[Action item]
Every line containing the string "Федюнинского" should be returned from the records.

[Dataset entries]
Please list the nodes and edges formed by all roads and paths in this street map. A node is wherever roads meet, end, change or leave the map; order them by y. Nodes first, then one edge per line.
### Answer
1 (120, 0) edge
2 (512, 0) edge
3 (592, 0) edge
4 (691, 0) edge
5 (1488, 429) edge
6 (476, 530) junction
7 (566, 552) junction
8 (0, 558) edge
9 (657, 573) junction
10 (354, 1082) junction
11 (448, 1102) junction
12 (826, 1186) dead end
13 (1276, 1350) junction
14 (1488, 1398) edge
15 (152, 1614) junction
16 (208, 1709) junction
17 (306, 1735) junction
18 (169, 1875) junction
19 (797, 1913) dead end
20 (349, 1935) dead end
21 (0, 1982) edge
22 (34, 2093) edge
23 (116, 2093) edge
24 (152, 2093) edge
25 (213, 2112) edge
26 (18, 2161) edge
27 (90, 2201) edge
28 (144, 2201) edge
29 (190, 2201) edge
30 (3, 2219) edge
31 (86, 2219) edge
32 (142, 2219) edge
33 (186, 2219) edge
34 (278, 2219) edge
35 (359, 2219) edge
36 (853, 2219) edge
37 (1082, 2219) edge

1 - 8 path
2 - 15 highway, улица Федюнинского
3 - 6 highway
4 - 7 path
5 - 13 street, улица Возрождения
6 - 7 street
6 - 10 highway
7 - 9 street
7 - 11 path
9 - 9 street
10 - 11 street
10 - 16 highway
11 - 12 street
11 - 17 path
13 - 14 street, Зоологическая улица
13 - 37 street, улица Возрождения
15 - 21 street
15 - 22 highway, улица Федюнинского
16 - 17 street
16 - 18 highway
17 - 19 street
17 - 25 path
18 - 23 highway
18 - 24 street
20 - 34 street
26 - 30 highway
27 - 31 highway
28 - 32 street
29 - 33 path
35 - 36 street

[Output for this task]
2 - 15 highway, улица Федюнинского
15 - 22 highway, улица Федюнинского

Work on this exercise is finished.